Senate bill on joint custody dies; House bill proceedsWhile HB 1055 would allow a judge to grant joint physical custody, it would not require the conversation to use 50-50 custody as a starting point.
By: Anna Jauhola, The Daily Republic
PIERRE — A Senate bill that sought to grant parents an even playing field for obtaining joint physical custody failed to pass Thursday through the Senate Judiciary Committee. The committee discussed both SB 60 and House Bill 1055, which also deals with joint physical custody. The House bill was passed.
While HB 1055 would allow a judge to grant joint physical custody, it would not require the conversation to use 50-50 custody as a starting point, as SB 60 sought to do.

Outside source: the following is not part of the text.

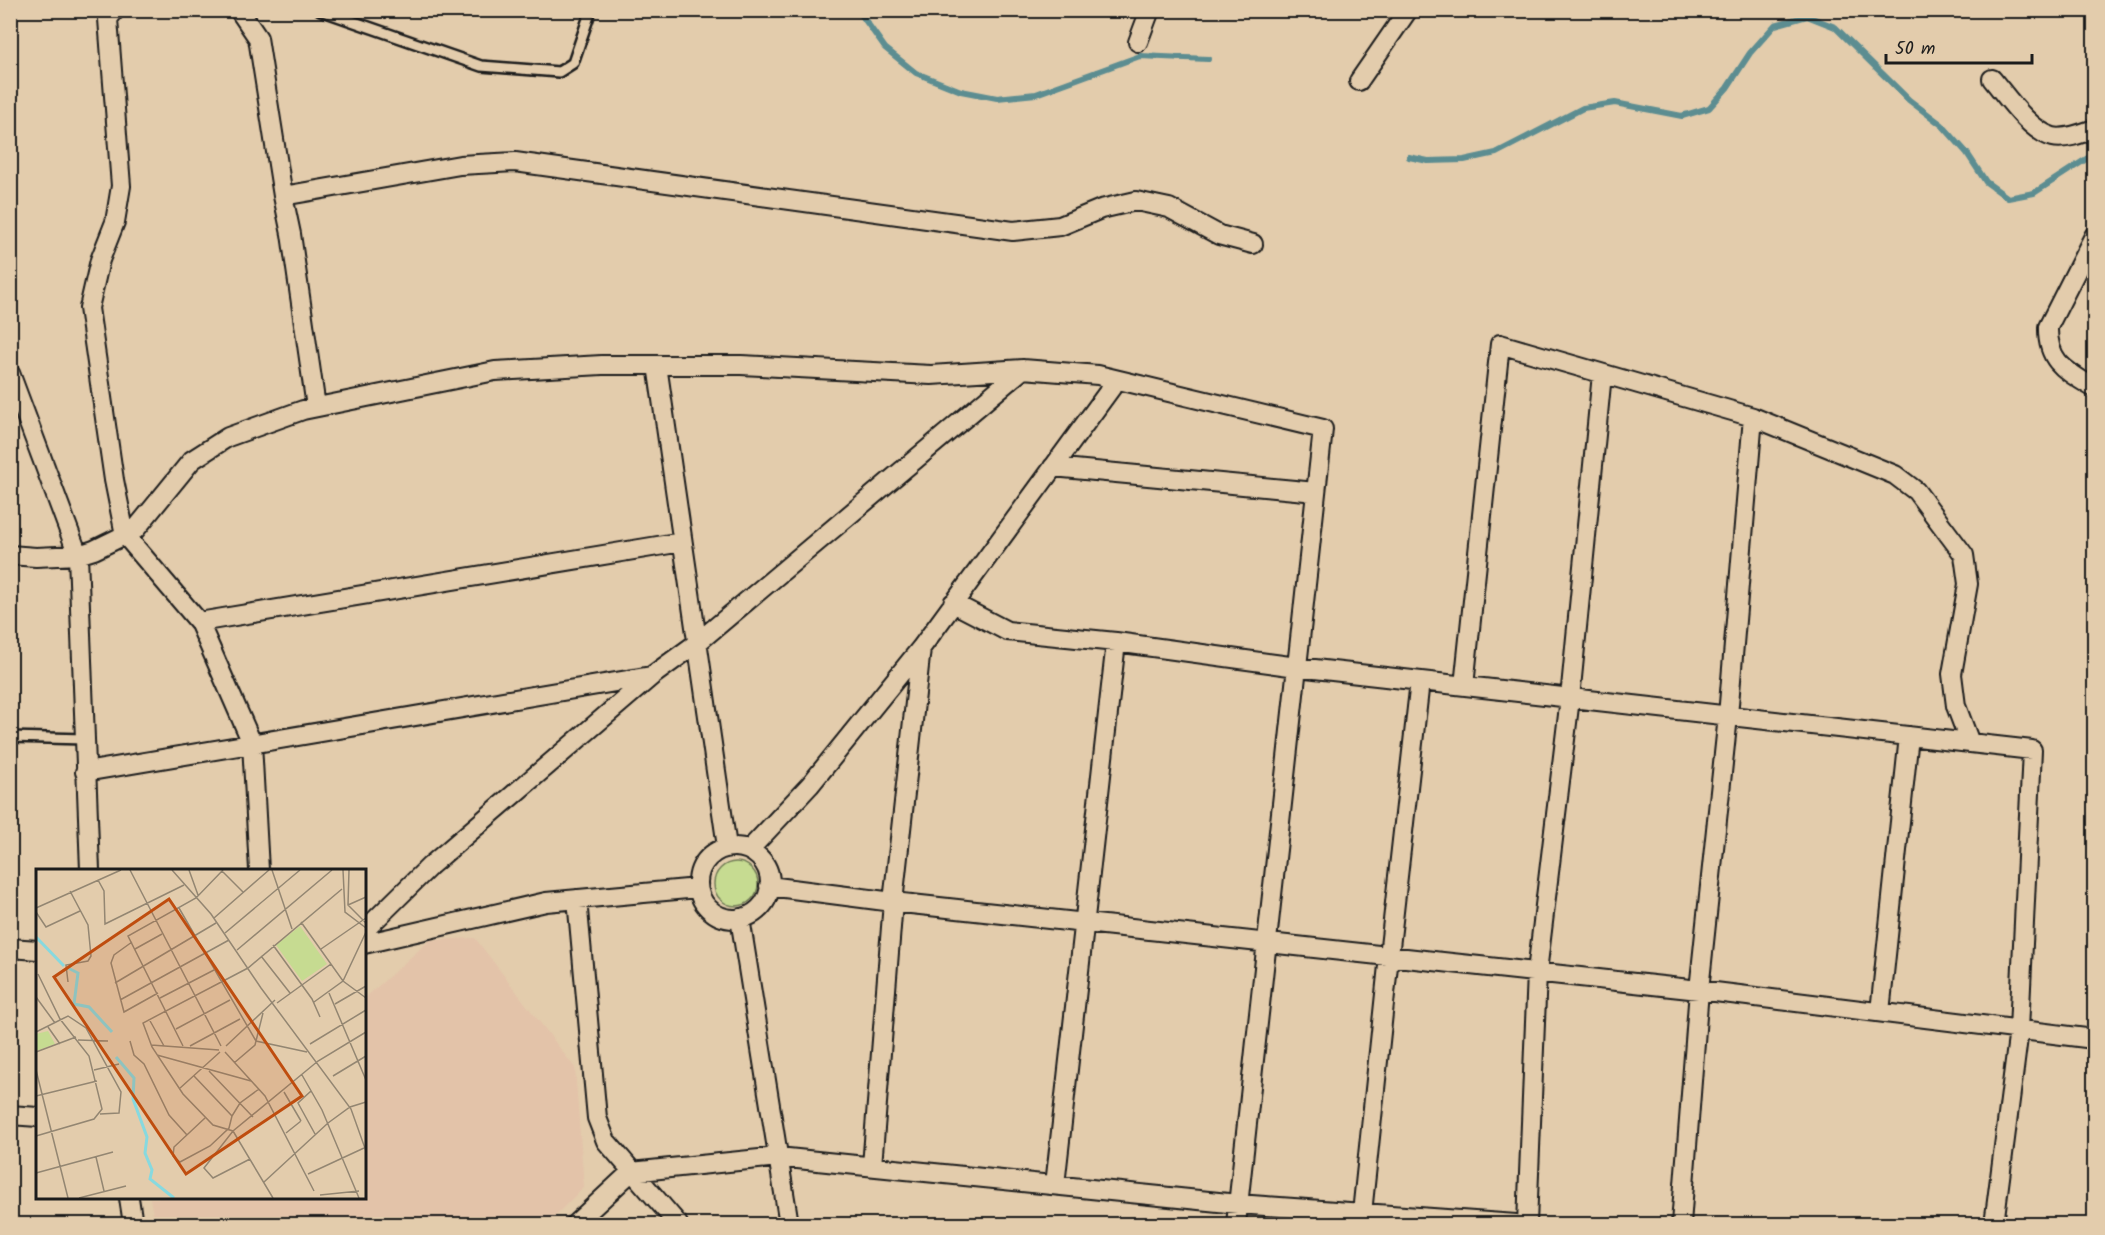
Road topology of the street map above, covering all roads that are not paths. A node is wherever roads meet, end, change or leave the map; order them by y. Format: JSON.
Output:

Sen. Tim Begalka, R-Clear Lake, said he was disappointed SB 60 didn’t pass, but said HB 1055 is at least a starting point.
“This will introduce to our law the concept of joint physical custody, which is seldom done by judges,” he said. Begalka plans to work with Sen. Eldon Nygaard, R-Vermillion, to propose an amendment to HB 1055 on the Senate floor Monday. Begalka said many senators from last year that voted “no” will likely vote in favor after hearing about the need for a joint physical custody law from their constituents. During the hearing Thursday, several people testified in favor of SB 60 and HB 1055 as complementary bills.

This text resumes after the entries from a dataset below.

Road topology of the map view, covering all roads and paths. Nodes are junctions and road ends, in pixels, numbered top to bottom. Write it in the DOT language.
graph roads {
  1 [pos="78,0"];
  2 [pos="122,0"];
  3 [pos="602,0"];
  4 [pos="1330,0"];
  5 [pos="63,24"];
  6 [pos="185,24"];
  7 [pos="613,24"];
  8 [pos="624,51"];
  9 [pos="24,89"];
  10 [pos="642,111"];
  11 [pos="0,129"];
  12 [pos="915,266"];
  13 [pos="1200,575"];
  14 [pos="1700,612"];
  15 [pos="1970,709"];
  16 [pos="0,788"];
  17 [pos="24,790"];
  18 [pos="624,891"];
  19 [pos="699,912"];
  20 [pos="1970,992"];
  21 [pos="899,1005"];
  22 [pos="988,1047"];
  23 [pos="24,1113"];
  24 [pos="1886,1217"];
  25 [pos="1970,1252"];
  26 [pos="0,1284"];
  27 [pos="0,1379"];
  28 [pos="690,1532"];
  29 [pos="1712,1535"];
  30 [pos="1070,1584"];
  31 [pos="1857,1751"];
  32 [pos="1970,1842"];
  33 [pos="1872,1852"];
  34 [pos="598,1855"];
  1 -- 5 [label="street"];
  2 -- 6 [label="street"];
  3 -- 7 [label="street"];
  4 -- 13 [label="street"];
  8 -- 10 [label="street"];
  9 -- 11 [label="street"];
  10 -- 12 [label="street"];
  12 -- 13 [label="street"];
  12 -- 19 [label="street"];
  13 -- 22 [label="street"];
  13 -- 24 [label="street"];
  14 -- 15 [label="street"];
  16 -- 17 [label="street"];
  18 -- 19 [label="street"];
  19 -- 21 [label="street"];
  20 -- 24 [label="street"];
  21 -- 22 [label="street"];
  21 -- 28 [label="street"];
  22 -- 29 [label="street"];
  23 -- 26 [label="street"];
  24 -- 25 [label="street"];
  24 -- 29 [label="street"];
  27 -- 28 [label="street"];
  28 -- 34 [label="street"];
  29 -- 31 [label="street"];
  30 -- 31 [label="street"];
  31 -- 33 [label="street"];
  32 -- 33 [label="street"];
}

Casey Wilson, a divorced father of three and Plankinton native, said the bills would help give non-custodial parents the ability to spend more time with their children. He said SB 60 would give non-custodial parents the ability to give a more stable environment to their children by providing them with both mother and father involvement.
Some proponents of HB 1055 said SB 60 does not represent the best interests of children and only stands to benefit the outcome for parents. Others testified that both bills would benefit not only their children but also non-custodial and custodial parents by providing a more structured, stable environment for children. Many who testified were either fathers who do not have custody of their children or those in support of non-custodial parents.
After discussion ended, the committee members voted on both SB 60 and HB 1055. The committee voted 6-1 to pass HB 1055, which will now go to the Senate floor Monday. The committee voted 5-2 to kill SB 60.